You, Your Spouse and Your Money
You’ve joined your lives, but should you combine your cash, too? Here’s some help in deciding how to organize your finances as a couple, and tips on how to have that all-important talk.
In marriage, you join your hearts and hopes…but what about your bank accounts? How to merge and manage your money is a talk that many couples avoid. That’s no surprise, say financial experts. Think of all the potential flash points: different incomes, different spending habits, different priorities, and maybe even different financial goals.
Here’s what you need to remember:
- Each of the account options listed below offers benefits and disadvantages. It’s not a matter of right or wrong but what works for you.
- Second, each option requires a conversation-not a few minutes stolen while doing the dishes but a sit-down talk. “People spend more time discussing the options for their cable subscription than they do deciding on their finances,” says Jon Billings, a financial counsellor in Winnipeg.
- Finally, whatever you decide with your finances is not set in stone, points out Valerie Chatain-White, a CFP Winnipeg financial planner. It’s a good idea to revisit your account arrangements throughout your marriage, as your income and expenses change, as you reach certain milestones (having children, buying a home) and as your goals evolve (saving for education or retirement).
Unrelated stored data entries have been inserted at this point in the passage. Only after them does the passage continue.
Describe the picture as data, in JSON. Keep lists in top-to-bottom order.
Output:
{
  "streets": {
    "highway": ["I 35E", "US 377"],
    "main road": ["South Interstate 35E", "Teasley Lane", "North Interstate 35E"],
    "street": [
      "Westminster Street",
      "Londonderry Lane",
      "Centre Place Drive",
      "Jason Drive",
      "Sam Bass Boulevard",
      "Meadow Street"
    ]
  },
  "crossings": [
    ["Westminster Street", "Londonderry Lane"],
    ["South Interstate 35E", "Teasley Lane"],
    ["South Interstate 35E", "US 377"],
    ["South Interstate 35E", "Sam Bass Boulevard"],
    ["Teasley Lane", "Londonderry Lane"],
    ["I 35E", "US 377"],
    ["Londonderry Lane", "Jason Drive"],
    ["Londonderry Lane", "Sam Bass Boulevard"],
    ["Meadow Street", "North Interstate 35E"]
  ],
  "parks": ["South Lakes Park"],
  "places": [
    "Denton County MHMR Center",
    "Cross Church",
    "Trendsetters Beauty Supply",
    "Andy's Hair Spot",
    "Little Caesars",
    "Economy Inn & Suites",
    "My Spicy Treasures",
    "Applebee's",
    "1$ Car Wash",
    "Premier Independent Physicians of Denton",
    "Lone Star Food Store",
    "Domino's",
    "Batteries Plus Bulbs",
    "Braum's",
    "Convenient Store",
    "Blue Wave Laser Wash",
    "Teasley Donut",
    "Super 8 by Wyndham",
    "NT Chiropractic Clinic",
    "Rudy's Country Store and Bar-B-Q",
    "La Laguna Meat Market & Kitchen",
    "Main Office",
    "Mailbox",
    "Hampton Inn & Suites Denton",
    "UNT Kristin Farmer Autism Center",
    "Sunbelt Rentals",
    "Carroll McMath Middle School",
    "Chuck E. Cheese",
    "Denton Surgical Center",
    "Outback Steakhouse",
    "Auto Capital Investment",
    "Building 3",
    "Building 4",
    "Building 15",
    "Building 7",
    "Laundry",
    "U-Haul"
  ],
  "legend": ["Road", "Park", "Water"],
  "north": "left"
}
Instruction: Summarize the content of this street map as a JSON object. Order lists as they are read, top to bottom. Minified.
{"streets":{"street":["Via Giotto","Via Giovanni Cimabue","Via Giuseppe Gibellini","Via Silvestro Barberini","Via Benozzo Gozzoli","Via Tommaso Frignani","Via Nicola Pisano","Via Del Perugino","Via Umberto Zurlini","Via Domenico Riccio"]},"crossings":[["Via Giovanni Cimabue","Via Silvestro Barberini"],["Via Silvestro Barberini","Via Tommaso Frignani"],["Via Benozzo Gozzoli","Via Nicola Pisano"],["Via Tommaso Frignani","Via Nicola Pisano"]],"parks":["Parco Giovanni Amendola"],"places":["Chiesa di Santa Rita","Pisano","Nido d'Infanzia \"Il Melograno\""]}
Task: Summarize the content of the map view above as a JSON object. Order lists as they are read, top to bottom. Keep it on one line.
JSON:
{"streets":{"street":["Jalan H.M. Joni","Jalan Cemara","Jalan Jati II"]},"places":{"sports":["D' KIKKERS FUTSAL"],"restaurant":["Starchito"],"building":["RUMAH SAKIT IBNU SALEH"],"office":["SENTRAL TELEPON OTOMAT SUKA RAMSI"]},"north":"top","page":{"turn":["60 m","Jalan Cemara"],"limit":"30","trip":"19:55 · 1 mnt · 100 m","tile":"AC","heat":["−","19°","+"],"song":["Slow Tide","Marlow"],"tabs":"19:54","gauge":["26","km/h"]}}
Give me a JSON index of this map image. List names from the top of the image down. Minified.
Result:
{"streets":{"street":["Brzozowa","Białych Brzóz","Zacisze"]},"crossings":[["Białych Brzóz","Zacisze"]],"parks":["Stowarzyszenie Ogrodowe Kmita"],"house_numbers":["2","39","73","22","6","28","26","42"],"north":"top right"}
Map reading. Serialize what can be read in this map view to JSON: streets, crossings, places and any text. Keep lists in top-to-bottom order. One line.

So what do you need to know to decide on the best arrangement for you right now? Click through for some tips from the financial professionals.
Joint Chequing and Savings
- You’re making a statement that you’re in this together, financially and emotionally. All bills are paid from, and savings held in, a single pot.
- Simplicity-no transferring between accounts or figuring out who pays or saves for what.
- Everything is open. “It reflects a relationship where you want trust, transparency and accountability,” says Teresa Black Hughes, a financial planner in West Vancouver, and chair of Advocis, the Financial Advisors Association of Canada.
- Who’s in charge? One account requires a higher degree of communication.
- Less privacy. Your expenses and savings are an open book. “That may not suit people who are fiercely independent,” says Black Hughes.
- Possible resentment if your incomes are unequal. That is, the higher-income spouse may feel penalized, says Chatain-White. It’s important to figure out who will pay predetermined amounts.
Having the Conversation
- As a foundation, talk about your joint ownership-“It shouldn’t matter who earns what,” says Billings. “It’s not my money or your money; it has to be our money.”
- Though you’re sharing the pot, set a limit of what you can each use as “play money” without running a purchase by the other spouse. “Otherwise,” says Billings, “one spouse can outspend the other, and resentment can build.”
- Decide who will take the lead in paying the bills. One spouse is usually more interested than the other. Regardless, you need to establish how both of you will review and understand where all of the money is going.
Separate Chequing and Savings
- Independence. You don’t have to worry about your every decision being scrutinized by your spouse. In the case of a re-marriage, you can keep spousal or child support payments distinct, separating the prior relationship from a financial standpoint.
- Fairness. You can divvy expenses based on income.
- Financial autonomy. It’s important for each person to maintain their own credit history. And this will add to each individual’s credit history, says Chatain-White.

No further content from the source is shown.